The Commission's conclusion is that the tying clauses are consistent with the obligation to supply the declared service.'
67 I earlier set out the requirements, stated in s 152CBD(2)(a), that the ACCC must not accept a special access undertaking unless satisfied that terms and conditions specified in the undertaking would be consistent with the special access obligations. It is important to note that the ACCC is not required to assess the undertaking for consistency. It is to assess the terms and conditions for consistency. There is an important difference between the two ideas which the ACCC itself identified. To understand the declared service (and therefore to understand what the special access obligations relate to) it is first necessary 'to determine whether or not the Undertaking is subject to any limitations'. A limitation reduces the field in respect of which consistency with the special access obligations must be assessed.
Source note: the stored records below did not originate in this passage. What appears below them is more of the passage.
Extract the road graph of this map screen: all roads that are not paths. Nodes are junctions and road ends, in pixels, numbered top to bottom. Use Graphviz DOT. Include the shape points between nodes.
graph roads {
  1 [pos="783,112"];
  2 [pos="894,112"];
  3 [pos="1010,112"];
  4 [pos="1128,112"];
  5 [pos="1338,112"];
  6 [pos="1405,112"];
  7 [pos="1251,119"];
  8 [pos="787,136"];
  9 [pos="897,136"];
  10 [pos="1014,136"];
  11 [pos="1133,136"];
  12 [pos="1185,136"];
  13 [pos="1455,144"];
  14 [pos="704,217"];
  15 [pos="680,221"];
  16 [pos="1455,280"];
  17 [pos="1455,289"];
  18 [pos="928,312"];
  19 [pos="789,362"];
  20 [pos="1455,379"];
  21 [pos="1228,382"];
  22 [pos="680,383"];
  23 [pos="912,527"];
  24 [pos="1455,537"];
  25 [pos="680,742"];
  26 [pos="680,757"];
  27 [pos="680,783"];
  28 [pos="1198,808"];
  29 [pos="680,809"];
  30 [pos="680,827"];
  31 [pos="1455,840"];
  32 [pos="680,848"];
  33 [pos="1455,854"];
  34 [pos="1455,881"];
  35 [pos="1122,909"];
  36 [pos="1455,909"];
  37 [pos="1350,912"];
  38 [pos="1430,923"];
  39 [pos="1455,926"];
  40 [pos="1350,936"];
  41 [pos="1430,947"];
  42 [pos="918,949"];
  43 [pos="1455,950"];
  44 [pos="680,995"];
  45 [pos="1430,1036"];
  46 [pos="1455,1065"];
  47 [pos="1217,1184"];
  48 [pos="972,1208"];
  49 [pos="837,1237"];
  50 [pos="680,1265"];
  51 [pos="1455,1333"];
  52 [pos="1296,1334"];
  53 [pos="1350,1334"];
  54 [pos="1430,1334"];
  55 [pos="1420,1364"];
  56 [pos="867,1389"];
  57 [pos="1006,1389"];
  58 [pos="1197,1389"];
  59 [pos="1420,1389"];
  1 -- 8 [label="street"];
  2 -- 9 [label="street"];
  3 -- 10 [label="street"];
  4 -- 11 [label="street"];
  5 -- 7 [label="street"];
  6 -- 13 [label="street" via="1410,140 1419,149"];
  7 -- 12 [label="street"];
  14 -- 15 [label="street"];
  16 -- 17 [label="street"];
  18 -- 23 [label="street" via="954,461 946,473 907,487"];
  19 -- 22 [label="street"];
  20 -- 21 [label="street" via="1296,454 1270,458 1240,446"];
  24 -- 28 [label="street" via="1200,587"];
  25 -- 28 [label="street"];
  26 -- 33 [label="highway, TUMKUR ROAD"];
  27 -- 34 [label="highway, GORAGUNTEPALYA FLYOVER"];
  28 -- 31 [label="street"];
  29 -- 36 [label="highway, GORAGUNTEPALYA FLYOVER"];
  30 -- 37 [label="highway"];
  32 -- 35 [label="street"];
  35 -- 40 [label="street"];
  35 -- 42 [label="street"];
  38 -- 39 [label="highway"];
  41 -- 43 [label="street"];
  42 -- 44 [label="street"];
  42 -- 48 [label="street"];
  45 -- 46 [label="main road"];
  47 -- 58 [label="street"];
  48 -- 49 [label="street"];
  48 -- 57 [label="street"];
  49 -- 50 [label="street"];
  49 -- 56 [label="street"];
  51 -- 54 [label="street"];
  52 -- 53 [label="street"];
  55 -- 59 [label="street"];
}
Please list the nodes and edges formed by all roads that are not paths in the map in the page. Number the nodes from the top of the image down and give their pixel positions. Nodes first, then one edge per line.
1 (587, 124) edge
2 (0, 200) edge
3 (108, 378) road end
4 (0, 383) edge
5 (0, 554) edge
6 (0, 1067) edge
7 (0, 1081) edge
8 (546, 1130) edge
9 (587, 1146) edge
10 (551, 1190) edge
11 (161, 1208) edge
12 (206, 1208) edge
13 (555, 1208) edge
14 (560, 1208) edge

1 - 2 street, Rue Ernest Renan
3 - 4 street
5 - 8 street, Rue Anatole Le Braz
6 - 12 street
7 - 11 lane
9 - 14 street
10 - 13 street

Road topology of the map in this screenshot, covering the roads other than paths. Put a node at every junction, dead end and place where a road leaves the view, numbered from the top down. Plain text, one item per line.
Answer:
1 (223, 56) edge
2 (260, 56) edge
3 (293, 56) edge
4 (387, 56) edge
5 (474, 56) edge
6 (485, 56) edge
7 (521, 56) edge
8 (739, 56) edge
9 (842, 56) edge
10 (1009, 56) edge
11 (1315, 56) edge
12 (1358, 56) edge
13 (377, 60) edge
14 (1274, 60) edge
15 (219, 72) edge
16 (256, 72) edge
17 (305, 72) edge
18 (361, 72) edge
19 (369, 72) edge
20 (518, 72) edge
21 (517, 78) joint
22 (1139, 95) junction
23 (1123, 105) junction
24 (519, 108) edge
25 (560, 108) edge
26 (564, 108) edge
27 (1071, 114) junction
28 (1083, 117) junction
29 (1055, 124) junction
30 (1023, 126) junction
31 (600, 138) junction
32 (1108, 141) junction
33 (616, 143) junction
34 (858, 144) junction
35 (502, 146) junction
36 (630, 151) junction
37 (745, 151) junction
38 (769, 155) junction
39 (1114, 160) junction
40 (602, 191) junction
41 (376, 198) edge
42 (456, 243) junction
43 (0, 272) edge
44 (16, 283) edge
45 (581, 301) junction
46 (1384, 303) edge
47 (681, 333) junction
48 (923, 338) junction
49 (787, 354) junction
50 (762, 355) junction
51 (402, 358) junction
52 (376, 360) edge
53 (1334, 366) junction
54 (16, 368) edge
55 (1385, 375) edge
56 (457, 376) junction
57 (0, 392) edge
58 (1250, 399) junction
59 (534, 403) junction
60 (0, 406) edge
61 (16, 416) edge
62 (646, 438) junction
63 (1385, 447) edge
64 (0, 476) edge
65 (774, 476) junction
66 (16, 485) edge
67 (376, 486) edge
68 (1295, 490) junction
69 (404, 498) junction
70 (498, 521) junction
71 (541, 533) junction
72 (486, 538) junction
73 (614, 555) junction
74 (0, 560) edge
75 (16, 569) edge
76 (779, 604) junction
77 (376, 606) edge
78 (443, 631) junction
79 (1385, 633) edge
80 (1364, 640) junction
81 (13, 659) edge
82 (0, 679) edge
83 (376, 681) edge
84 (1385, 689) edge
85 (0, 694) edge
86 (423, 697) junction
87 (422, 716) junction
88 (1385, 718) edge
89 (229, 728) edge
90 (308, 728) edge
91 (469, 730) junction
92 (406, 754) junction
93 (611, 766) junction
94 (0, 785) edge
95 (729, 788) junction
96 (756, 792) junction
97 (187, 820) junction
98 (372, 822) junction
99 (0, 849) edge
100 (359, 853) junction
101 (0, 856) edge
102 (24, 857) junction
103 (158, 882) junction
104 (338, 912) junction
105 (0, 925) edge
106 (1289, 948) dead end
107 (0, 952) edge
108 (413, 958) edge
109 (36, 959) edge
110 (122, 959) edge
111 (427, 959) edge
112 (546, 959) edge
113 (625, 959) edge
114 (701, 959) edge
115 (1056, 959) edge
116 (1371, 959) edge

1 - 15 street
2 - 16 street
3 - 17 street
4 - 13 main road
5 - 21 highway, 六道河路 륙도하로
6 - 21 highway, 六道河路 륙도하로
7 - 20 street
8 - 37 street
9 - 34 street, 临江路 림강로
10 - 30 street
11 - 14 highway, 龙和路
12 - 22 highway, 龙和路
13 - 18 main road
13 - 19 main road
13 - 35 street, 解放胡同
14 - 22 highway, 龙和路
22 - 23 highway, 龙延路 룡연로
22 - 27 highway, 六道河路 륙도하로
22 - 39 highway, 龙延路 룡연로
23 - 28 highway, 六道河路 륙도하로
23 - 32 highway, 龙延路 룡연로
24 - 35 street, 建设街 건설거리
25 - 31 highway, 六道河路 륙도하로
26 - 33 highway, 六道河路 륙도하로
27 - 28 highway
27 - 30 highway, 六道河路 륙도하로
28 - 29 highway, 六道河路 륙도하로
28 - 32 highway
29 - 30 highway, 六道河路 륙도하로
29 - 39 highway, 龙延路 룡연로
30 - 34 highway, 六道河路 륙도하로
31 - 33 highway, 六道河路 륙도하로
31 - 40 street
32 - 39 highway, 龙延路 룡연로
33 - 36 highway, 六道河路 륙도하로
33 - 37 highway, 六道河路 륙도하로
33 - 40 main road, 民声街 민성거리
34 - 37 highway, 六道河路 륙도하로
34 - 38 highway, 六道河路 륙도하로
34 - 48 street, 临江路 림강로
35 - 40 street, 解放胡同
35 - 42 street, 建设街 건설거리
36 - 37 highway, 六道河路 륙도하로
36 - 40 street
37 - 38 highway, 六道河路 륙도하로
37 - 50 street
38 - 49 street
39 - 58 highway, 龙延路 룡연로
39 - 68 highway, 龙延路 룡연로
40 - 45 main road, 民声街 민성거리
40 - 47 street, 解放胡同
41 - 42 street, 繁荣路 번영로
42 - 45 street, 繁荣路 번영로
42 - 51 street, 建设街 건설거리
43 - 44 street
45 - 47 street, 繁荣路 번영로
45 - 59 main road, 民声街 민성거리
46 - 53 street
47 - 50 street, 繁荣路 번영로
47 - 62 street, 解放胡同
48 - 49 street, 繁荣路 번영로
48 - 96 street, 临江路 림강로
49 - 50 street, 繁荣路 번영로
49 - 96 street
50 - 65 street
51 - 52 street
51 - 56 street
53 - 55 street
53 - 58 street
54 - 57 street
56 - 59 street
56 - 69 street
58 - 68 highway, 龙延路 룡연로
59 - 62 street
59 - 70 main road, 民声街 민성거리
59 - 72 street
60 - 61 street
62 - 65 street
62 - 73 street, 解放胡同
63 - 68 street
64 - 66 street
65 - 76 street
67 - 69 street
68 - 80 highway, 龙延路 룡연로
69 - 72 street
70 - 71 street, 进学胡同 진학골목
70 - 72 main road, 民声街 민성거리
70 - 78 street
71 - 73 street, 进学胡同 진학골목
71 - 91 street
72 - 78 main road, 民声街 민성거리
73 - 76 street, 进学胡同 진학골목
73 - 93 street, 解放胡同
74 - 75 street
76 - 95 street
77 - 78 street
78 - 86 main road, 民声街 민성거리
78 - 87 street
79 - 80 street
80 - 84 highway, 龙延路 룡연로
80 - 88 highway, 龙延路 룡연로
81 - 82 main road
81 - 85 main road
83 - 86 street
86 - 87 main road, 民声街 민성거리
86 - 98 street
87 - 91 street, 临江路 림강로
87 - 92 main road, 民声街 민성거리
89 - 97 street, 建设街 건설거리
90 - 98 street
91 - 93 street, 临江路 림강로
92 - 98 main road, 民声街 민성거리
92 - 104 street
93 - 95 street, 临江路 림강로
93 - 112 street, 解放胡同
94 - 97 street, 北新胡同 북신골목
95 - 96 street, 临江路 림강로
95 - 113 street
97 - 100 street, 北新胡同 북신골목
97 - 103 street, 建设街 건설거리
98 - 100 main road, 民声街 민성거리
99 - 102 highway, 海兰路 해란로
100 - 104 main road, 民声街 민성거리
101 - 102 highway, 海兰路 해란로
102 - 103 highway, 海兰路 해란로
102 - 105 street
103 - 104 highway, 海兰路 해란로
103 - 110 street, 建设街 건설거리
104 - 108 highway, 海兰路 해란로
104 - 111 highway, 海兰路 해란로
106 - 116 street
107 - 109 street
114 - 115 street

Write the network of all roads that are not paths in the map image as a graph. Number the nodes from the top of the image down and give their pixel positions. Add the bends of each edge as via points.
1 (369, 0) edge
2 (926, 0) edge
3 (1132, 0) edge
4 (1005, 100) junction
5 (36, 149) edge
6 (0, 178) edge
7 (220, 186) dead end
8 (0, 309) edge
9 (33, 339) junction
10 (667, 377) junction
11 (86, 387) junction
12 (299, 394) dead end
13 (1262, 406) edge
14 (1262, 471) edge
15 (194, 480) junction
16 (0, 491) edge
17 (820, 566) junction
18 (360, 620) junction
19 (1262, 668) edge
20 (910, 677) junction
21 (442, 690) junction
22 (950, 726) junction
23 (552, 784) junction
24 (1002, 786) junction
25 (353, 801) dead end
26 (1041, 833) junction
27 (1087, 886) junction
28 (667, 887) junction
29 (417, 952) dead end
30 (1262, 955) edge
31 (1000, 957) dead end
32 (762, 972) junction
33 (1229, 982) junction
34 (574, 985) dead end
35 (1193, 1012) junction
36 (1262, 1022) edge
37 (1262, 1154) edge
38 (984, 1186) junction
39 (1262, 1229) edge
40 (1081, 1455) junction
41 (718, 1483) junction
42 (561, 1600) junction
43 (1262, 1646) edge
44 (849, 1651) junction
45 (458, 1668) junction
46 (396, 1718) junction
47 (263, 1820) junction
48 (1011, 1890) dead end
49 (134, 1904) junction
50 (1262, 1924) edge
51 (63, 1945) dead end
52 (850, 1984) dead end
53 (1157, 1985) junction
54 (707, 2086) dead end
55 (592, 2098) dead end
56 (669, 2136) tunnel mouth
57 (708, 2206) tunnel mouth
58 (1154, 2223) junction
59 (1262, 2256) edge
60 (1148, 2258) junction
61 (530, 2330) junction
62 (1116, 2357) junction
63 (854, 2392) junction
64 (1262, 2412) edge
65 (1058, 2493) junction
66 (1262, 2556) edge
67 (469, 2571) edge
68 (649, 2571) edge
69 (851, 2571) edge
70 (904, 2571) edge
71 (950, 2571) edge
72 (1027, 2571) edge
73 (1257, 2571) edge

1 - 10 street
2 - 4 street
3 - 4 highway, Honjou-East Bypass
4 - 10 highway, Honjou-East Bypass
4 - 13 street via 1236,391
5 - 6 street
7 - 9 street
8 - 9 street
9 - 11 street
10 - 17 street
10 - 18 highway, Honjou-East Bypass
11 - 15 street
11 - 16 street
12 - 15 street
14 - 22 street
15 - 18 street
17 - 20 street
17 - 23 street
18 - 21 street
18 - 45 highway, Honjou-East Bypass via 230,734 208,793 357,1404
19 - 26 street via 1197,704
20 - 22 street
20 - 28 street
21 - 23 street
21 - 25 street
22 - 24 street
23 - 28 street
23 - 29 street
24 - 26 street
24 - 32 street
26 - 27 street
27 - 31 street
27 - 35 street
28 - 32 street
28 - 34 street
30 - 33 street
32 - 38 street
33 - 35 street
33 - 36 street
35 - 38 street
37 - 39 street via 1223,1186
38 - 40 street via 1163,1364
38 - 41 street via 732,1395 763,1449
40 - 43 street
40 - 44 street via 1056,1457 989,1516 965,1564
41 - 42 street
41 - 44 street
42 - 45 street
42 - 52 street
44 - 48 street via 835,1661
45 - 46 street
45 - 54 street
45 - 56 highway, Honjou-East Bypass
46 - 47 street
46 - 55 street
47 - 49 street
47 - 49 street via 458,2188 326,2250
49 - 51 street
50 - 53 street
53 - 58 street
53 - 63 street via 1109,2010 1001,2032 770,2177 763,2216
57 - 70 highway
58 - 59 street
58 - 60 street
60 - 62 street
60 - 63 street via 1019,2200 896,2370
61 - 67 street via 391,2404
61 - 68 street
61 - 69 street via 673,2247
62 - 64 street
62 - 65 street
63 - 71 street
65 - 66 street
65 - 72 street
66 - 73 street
In the passages which I emphasised, in its discussion of the competing contentions the ACCC appeared, at times, to confuse the necessity to examine terms and conditions for consistency with a question whether the undertaking was consistent with the special access obligations, although it clearly returned during its discussion and in its final conclusion to examine and make findings about whether the tying clauses specifically were consistent with the standard access obligations.
68 Despite some imprecision of expression I do not believe it can be fairly said that the ACCC misunderstood its task or, in the passages I have identified, made a relevant error of law. Next it is necessary to examine the more specific questions which arise for decision.